Gurobi Solver Setup#

Gurobi is one of the fastest solvers to solve optimisation problems. It is a commercial solver, with free academic licenses.

Using this solver for the group assignment is optional. You can also use other open-source alternatives, but they might take longer to solve or do not converge for larger problems.

To set up Gurobi, you need to:

  1. Install the Gurobi Python package gurobipy inside your environment. Use pip install gurobipy or conda install -c gurobi gurobi with your environment already activated.

  2. Register at here with your institutional e-mail address (e.g. @campus.tu-berlin.de).

  3. Request an academic license here (while logged in) from within the university network or via VPN. Choose the Named-User Academic license type.

  4. You will get pop-up instructions to run a command (e.g., grbgetkey abcdef-1234-5678-abcd-abcdef123456) in your terminal to activate the license. Copy and paste this command into your terminal and run it.

Note

If you run into issues, there is a detailed quickstart guide to consult.

That should be it! You can now use Gurobi as solver with PyPSA:

n = pypsa.examples.ac_dc_meshed()
n.optimize(solver_name='gurobi')

INFO:pypsa.network.io:Retrieving network data from https://github.com/PyPSA/PyPSA/raw/v1.0.6/examples/networks/ac-dc-meshed/ac-dc-meshed.nc.

INFO:pypsa.network.io:Imported network 'AC-DC-Meshed' has buses, carriers, generators, global_constraints, lines, links, loads

WARNING:pypsa.consistency:The following lines have zero x, which could break the linear load flow:
Index(['2', '3', '4'], dtype='object', name='name')

WARNING:pypsa.consistency:The following lines have zero r, which could break the linear load flow:
Index(['0', '1', '5', '6'], dtype='object', name='name')

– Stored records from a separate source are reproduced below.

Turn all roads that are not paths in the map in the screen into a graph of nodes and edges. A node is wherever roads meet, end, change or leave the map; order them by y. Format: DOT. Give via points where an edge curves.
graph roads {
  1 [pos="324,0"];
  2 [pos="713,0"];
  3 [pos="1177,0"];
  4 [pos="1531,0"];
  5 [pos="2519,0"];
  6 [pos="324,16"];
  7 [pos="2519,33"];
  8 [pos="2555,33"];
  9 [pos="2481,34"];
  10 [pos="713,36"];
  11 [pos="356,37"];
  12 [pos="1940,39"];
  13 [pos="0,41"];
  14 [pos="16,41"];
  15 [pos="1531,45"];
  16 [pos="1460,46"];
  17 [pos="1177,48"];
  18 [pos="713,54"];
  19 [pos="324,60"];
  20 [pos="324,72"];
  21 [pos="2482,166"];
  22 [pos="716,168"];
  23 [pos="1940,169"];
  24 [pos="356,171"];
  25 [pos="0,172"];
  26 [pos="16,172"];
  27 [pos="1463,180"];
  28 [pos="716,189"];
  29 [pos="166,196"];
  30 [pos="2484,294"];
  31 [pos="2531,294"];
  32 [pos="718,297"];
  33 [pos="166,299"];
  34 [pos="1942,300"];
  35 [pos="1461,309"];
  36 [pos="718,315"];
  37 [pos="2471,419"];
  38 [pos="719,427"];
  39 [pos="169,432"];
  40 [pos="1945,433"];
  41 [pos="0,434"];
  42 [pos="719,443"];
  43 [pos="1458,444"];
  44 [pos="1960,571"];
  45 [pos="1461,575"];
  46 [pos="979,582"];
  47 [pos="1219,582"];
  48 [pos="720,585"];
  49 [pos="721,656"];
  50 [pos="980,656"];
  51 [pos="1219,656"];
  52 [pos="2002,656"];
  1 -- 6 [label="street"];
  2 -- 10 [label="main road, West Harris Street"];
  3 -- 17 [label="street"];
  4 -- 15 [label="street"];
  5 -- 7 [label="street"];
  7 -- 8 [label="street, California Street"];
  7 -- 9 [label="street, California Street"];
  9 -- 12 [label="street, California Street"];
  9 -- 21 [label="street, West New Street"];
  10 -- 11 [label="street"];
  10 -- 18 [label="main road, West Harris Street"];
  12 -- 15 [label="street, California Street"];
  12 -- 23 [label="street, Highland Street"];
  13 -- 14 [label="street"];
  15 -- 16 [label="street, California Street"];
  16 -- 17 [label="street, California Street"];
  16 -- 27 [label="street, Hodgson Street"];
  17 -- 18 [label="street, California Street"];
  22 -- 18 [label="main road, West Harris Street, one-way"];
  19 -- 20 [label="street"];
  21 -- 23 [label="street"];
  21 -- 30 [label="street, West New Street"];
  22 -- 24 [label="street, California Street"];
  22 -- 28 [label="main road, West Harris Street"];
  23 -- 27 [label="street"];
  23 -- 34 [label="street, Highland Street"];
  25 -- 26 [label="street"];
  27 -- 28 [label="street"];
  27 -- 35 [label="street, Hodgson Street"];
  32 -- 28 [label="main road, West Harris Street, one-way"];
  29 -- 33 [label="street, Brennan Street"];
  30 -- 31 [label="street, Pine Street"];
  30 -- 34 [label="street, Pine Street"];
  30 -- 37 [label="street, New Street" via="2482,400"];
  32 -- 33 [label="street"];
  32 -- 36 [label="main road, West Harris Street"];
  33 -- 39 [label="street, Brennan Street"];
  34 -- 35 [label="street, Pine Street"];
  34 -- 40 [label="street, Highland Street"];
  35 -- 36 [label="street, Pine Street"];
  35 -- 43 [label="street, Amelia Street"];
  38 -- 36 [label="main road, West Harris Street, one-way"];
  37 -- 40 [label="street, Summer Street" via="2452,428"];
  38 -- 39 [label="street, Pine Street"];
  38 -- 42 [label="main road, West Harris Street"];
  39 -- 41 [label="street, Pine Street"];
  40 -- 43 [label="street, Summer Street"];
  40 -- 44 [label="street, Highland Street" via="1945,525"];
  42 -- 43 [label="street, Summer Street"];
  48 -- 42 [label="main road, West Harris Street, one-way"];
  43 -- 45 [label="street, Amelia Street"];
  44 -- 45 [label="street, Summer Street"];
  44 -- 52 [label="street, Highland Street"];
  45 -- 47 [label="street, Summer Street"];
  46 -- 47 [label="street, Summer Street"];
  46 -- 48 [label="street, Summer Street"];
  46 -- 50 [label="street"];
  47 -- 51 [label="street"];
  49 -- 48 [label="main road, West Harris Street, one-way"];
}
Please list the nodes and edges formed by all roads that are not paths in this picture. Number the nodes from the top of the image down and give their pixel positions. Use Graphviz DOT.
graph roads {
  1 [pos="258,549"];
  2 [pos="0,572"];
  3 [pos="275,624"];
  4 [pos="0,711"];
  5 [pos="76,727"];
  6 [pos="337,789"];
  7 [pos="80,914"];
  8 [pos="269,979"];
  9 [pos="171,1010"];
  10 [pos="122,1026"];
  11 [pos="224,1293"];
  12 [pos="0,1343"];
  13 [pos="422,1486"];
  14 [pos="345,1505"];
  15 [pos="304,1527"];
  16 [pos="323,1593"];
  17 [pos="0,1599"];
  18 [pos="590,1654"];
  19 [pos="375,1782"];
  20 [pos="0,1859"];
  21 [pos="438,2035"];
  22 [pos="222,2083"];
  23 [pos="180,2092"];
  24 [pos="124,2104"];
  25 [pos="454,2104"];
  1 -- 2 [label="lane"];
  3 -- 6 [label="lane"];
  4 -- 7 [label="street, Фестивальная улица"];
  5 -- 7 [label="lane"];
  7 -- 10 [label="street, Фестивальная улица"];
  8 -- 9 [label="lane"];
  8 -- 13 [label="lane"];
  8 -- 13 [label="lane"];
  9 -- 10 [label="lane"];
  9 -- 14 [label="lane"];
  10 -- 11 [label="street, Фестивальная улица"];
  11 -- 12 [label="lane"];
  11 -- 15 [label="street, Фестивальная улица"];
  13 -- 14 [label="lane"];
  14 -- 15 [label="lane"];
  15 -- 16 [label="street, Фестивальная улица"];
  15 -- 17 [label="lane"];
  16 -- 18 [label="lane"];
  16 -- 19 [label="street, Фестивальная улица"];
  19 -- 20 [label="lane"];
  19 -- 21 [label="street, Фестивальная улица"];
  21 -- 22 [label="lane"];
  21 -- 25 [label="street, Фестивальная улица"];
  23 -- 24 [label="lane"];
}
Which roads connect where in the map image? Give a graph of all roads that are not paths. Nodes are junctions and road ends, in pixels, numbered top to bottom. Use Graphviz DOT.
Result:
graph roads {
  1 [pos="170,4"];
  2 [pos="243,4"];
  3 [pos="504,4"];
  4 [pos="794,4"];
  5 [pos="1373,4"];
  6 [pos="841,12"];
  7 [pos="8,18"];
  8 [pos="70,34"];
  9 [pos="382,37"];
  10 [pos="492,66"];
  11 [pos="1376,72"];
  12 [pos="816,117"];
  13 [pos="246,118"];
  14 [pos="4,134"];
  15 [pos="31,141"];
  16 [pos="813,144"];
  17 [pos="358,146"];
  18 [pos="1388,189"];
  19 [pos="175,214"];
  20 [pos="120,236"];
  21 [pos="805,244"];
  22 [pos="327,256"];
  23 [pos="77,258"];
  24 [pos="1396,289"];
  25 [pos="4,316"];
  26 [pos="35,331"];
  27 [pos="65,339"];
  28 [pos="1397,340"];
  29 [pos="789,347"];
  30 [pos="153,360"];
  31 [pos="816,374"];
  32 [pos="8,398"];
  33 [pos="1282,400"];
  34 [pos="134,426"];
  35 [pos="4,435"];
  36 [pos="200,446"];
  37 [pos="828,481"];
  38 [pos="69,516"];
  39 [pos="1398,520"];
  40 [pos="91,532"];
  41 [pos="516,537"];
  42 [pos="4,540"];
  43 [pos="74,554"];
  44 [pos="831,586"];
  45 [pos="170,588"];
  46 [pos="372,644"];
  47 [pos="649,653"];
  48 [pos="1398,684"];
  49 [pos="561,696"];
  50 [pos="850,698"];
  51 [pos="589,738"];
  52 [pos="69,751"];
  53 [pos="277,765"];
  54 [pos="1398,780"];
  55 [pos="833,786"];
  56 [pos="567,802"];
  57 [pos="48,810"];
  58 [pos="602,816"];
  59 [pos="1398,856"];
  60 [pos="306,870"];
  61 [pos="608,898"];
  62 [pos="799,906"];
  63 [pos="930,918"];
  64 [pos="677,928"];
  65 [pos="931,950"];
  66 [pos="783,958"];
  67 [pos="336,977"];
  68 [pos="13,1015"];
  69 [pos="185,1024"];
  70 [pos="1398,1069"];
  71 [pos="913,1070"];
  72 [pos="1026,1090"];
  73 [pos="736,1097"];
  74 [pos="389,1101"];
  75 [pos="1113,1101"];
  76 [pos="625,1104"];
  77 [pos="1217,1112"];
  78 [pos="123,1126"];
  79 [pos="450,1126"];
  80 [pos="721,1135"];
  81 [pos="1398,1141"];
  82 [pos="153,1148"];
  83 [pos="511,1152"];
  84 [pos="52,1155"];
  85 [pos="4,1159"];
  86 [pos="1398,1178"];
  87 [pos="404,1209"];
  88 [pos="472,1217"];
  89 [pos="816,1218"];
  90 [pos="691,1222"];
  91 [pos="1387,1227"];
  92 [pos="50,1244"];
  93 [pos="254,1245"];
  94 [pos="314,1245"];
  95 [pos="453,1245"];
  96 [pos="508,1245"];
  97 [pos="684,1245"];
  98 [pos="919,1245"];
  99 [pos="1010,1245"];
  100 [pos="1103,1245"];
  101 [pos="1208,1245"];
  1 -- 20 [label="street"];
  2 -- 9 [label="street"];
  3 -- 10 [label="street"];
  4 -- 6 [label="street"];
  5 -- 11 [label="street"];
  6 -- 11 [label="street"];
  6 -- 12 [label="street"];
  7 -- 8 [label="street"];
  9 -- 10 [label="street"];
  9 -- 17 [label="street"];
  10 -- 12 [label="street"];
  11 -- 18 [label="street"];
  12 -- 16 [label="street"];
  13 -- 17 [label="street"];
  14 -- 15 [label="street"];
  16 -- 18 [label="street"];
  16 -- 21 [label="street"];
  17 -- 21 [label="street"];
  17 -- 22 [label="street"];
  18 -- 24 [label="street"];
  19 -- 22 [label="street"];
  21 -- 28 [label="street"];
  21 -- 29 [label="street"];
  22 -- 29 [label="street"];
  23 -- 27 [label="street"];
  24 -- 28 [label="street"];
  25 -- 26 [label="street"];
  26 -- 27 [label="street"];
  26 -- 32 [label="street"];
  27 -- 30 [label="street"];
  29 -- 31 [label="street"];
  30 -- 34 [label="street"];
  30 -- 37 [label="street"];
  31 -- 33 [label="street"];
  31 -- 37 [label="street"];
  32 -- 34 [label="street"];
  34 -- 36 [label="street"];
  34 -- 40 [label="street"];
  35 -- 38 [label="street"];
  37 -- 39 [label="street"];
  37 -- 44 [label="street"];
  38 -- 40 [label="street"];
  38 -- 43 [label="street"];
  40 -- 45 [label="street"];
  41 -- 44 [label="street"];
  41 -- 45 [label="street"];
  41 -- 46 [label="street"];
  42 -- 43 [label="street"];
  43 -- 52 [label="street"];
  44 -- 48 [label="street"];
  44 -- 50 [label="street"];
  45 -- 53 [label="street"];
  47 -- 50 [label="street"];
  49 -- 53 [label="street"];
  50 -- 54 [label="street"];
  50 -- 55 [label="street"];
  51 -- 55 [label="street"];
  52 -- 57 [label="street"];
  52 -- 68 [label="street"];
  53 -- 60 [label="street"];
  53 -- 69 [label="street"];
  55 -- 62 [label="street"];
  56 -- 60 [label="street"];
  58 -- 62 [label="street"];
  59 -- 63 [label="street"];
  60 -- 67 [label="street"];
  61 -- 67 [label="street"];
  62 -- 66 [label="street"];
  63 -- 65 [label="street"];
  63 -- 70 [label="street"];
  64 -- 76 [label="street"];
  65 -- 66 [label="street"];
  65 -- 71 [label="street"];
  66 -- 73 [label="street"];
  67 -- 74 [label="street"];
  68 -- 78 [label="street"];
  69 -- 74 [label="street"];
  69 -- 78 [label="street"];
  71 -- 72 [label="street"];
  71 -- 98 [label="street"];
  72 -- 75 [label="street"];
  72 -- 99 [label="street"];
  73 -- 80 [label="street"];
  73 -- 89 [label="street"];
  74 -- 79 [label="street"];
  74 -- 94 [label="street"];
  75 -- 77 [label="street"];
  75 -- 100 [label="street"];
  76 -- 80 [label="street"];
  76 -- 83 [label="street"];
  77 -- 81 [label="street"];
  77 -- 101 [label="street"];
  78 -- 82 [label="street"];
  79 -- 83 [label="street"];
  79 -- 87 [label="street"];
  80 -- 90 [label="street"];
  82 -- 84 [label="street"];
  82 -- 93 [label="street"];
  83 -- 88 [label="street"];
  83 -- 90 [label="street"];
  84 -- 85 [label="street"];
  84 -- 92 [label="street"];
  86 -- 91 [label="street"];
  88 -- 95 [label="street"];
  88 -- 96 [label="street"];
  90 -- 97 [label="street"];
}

INFO:linopy.model: Solve problem using Gurobi solver

---------------------------------------------------------------------------
AssertionError                            Traceback (most recent call last)
Cell In[17], line 2
      1 n = pypsa.examples.ac_dc_meshed()
----> 2 n.optimize(solver_name='gurobi')

File /opt/hostedtoolcache/Python/3.13.11/x64/lib/python3.13/site-packages/pypsa/optimization/optimize.py:476, in OptimizationAccessor.__call__(self, snapshots, multi_investment_periods, transmission_losses, linearized_unit_commitment, model_kwargs, extra_functionality, assign_all_duals, solver_name, solver_options, compute_infeasibilities, **kwargs)
    474 if extra_functionality:
    475     extra_functionality(n, sns)
--> 476 status, condition = m.solve(solver_name=solver_name, **solver_options, **kwargs)
    478 if status == "ok":
    479     n.optimize.assign_solution()

File /opt/hostedtoolcache/Python/3.13.11/x64/lib/python3.13/site-packages/linopy/model.py:1182, in Model.solve(self, solver_name, io_api, explicit_coordinate_names, problem_fn, solution_fn, log_fn, basis_fn, warmstart_fn, keep_files, env, sanitize_zeros, sanitize_infinities, slice_size, remote, progress, **solver_options)
   1179     solver_name = available_solvers[0]
   1181 logger.info(f" Solve problem using {solver_name.title()} solver")
-> 1182 assert solver_name in available_solvers, f"Solver {solver_name} not installed"
   1184 # reset result
   1185 self.reset_solution()

AssertionError: Solver gurobi not installed

On this online website, Gurobi is not installed, so PyPSA will complain with AssertionError: Solver gurobi not installed.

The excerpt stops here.